At three o'clock he gave his horse to Abe, was told that the lady of the manor was out walking, and went into the house. He had a fancy to meet her again in the room that harbored the sweetest of his California memories. It was dark and cool. Only one window, looking upon the garden, was open. Beside it was a comfortable chair which he took possession of and looked out into the wild old garden so different from the excessively cultivated plots of Rosewater and his own meagre strips. There was no veranda on this side of the house, and the great acacia-tree, with its weight of fragrant gold, was but a few feet from the window. The entire garden was enclosed by a hedge of the Castilian roses of which he had heard so much, rare as they now were in California. The dull green leaves and tight little buds could hardly be seen for the mass of wide fluted roses of a deep old-fashioned pink. And there were large irregular borders covered with the luxuriant green and the blue stars of the periwinkle, beds of marguerites and violets, bushes of lilac and honeysuckles, roses and jasmine. The blended perfumes were overpowering, however delicious; Gwynne had sat up half the night before talking to his mother after a long hot journey; he fell asleep.
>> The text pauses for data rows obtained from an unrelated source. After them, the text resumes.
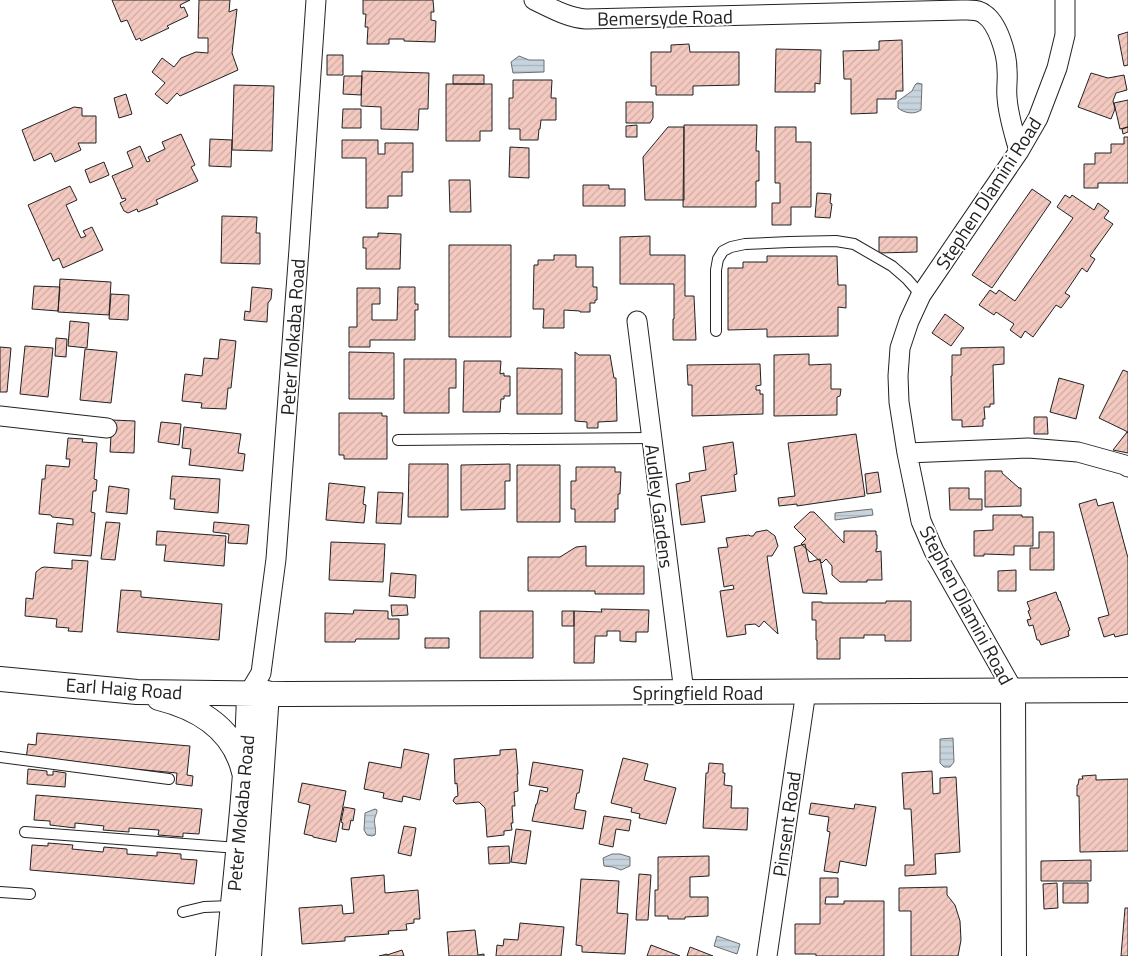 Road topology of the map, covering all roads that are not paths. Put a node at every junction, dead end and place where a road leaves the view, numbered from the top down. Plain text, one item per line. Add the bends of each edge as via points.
1 (316, 0) edge
2 (534, 0) edge
3 (1065, 0) edge
4 (1019, 151) junction
5 (921, 295) junction
6 (637, 321) dead end
7 (716, 331) dead end
8 (0, 416) edge
9 (107, 428) dead end
10 (651, 438) junction
11 (398, 440) dead end
12 (907, 453) junction
13 (1128, 468) edge
14 (0, 683) edge
15 (259, 686) junction
16 (1013, 690) junction
17 (1128, 690) edge
18 (806, 691) junction
19 (137, 692) junction
20 (684, 692) junction
21 (0, 758) edge
22 (245, 776) junction
23 (169, 780) dead end
24 (25, 832) dead end
25 (238, 848) junction
26 (0, 892) edge
27 (30, 894) dead end
28 (232, 906) junction
29 (183, 912) dead end
30 (228, 956) edge
31 (249, 956) edge
32 (767, 956) edge
33 (1014, 956) edge

1 - 15 street, Peter Mokaba Road via 276,559
2 - 4 street, Bemersyde Road via 577,19 962,10 984,13 1000,35 1007,68 1006,97
3 - 4 street, Stephen Dlamini Road via 1065,35 1057,68 1038,118
4 - 5 street, Stephen Dlamini Road
5 - 7 lane via 892,266 854,244 836,241 746,244 723,251 718,259
5 - 12 street, Stephen Dlamini Road via 900,348 899,402
6 - 10 street, Audley Gardens
8 - 9 street
10 - 11 lane
10 - 20 street, Audley Gardens
12 - 13 street via 1028,448 1078,452
12 - 16 street, Stephen Dlamini Road via 921,521 934,551
14 - 19 street, Earl Haig Road
15 - 19 street, Earl Haig Road
15 - 20 street, Springfield Road
15 - 22 street, Peter Mokaba Road via 248,734
15 - 31 street, Peter Mokaba Road
16 - 17 street, Springfield Road
16 - 18 street, Springfield Road
16 - 33 street, Stephen Dlamini Road
18 - 20 street, Springfield Road
18 - 32 street, Pinsent Road
19 - 22 street via 175,702 214,723 235,748
21 - 23 lane
22 - 25 street, Peter Mokaba Road
24 - 25 lane
25 - 28 street, Peter Mokaba Road
26 - 27 lane
28 - 29 lane
28 - 30 street, Peter Mokaba Road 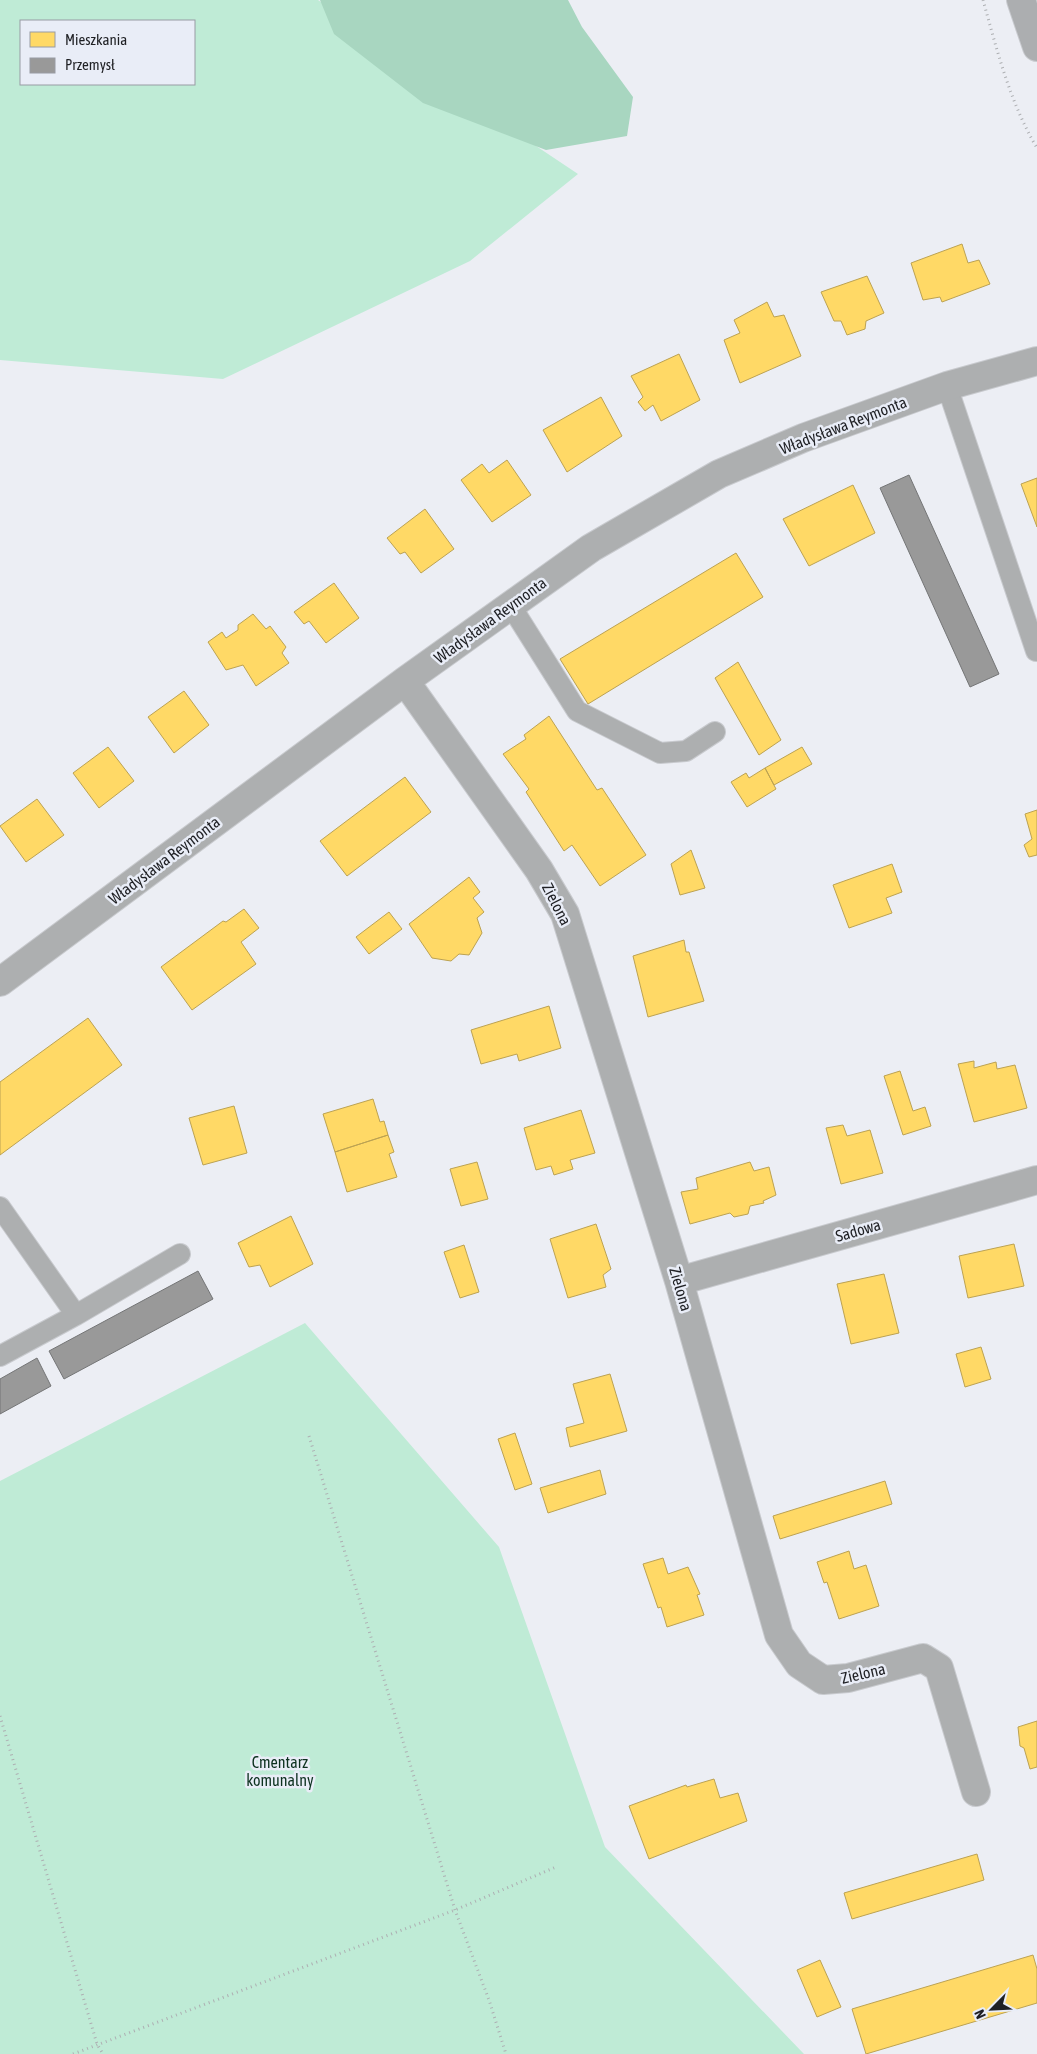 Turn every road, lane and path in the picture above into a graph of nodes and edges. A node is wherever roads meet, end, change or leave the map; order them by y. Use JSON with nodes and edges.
{"nodes":[{"id":1,"x":983,"y":0,"type":"edge"},
{"id":2,"x":1021,"y":0,"type":"edge"},
{"id":3,"x":1037,"y":47,"type":"edge"},
{"id":4,"x":1037,"y":148,"type":"edge"},
{"id":5,"x":1037,"y":361,"type":"edge"},
{"id":6,"x":947,"y":386,"type":"junction"},
{"id":7,"x":511,"y":606,"type":"junction"},
{"id":8,"x":1036,"y":651,"type":"edge"},
{"id":9,"x":406,"y":681,"type":"junction"},
{"id":10,"x":716,"y":732,"type":"dead end"},
{"id":11,"x":0,"y":982,"type":"edge"},
{"id":12,"x":1037,"y":1180,"type":"edge"},
{"id":13,"x":0,"y":1207,"type":"edge"},
{"id":14,"x":180,"y":1254,"type":"dead end"},
{"id":15,"x":679,"y":1281,"type":"junction"},
{"id":16,"x":76,"y":1315,"type":"junction"},
{"id":17,"x":0,"y":1356,"type":"edge"},
{"id":18,"x":309,"y":1436,"type":"dead end"},
{"id":19,"x":0,"y":1716,"type":"edge"},
{"id":20,"x":976,"y":1792,"type":"dead end"},
{"id":21,"x":556,"y":1867,"type":"dead end"},
{"id":22,"x":455,"y":1910,"type":"junction"},
{"id":23,"x":97,"y":2044,"type":"junction"},
{"id":24,"x":73,"y":2054,"type":"edge"},
{"id":25,"x":103,"y":2054,"type":"edge"},
{"id":26,"x":506,"y":2054,"type":"edge"}],
"edges":[{"from":1,"to":4,"type":"path"},
{"from":2,"to":3,"type":"street"},
{"from":5,"to":6,"type":"street","name":"Władysława Reymonta"},
{"from":6,"to":7,"type":"street","name":"Władysława Reymonta"},
{"from":6,"to":8,"type":"lane"},
{"from":7,"to":9,"type":"street","name":"Władysława Reymonta"},
{"from":7,"to":10,"type":"lane"},
{"from":9,"to":11,"type":"street","name":"Władysława Reymonta"},
{"from":9,"to":15,"type":"street","name":"Zielona"},
{"from":12,"to":15,"type":"street","name":"Sadowa"},
{"from":13,"to":16,"type":"lane"},
{"from":14,"to":16,"type":"lane"},
{"from":15,"to":20,"type":"street","name":"Zielona"},
{"from":16,"to":17,"type":"lane"},
{"from":18,"to":22,"type":"path"},
{"from":19,"to":23,"type":"path"},
{"from":21,"to":22,"type":"path"},
{"from":22,"to":23,"type":"path"},
{"from":22,"to":26,"type":"path"},
{"from":23,"to":24,"type":"path"},
{"from":23,"to":25,"type":"path"}]}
Perhaps it was his late conversation, perhaps something more subtle, but he felt himself transported to a void. In a moment he realized that the void was not space as he knew it, but rigid invisible substance. He slipped along through rocky strata, hearing strange echoes and inhaling the disagreeable odors of healing waters. Suddenly he found himself in a vast hollowed space, empty but for many pillars. His vision grew keener. In the very centre of the hall he saw two pillars of a colossal size, and standing between them a being almost as large. This unthinkable giant had an arm about each pillar and strained as Samson had strained at the pillars of the temple. Then a new and powerful force drew him upward once more, and he awoke.